Find every line in the entries that holds the string "path" and report it.

===== THE DATA

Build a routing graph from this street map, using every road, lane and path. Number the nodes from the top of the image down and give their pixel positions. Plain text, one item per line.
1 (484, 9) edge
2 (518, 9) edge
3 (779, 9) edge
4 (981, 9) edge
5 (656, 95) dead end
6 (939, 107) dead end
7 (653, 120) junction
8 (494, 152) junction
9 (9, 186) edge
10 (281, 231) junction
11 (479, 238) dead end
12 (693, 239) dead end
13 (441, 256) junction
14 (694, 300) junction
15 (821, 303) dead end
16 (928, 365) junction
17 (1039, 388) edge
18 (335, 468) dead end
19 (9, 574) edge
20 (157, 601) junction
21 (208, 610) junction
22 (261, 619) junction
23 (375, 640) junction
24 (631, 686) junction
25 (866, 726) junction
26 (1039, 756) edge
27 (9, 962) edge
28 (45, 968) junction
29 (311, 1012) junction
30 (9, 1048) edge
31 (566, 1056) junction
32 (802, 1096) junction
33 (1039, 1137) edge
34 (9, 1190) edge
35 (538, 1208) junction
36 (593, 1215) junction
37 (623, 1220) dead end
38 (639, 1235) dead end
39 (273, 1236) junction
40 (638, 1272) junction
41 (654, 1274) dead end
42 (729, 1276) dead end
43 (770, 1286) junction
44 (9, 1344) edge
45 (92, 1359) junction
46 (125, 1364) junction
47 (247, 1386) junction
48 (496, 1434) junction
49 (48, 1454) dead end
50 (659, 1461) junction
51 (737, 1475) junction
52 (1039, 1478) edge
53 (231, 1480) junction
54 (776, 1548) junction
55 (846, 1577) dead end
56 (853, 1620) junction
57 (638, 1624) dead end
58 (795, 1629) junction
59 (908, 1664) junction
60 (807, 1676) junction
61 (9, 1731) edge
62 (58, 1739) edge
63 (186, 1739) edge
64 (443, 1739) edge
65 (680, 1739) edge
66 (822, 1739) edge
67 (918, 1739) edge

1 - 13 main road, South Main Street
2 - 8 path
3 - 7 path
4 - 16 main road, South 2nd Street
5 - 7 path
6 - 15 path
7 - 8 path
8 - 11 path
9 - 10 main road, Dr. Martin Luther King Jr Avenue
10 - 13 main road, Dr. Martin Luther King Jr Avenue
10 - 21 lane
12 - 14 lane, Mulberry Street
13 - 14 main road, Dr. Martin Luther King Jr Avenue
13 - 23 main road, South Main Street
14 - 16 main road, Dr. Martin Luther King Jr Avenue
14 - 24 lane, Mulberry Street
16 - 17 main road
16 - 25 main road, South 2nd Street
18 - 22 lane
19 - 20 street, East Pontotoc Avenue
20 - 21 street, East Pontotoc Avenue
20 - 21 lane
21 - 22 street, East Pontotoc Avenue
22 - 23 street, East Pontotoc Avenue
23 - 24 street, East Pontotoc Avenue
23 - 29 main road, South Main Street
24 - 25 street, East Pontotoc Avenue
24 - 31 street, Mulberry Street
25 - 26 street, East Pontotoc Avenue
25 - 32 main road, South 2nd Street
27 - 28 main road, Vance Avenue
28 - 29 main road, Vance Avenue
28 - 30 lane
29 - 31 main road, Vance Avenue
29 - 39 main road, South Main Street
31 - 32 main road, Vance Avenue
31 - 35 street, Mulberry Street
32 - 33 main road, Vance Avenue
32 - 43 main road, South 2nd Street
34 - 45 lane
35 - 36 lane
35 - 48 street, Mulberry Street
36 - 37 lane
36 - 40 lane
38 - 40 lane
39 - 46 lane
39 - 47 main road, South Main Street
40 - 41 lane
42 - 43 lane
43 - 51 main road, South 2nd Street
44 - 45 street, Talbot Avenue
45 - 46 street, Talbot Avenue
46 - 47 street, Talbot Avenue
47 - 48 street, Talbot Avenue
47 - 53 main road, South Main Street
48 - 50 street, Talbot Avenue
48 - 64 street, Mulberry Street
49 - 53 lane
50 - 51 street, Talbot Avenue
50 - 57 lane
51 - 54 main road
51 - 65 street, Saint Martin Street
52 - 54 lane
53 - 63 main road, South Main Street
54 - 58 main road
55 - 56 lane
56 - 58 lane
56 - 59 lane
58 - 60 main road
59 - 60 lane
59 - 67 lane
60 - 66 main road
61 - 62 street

==========

**EXERCISE ANSWER:**
Build a routing graph from this street map, using every road, lane and path. Number the nodes from the top of the image down and give their pixel positions. Plain text, one item per line.
2 - 8 path
3 - 7 path
5 - 7 path
6 - 15 path
7 - 8 path
8 - 11 path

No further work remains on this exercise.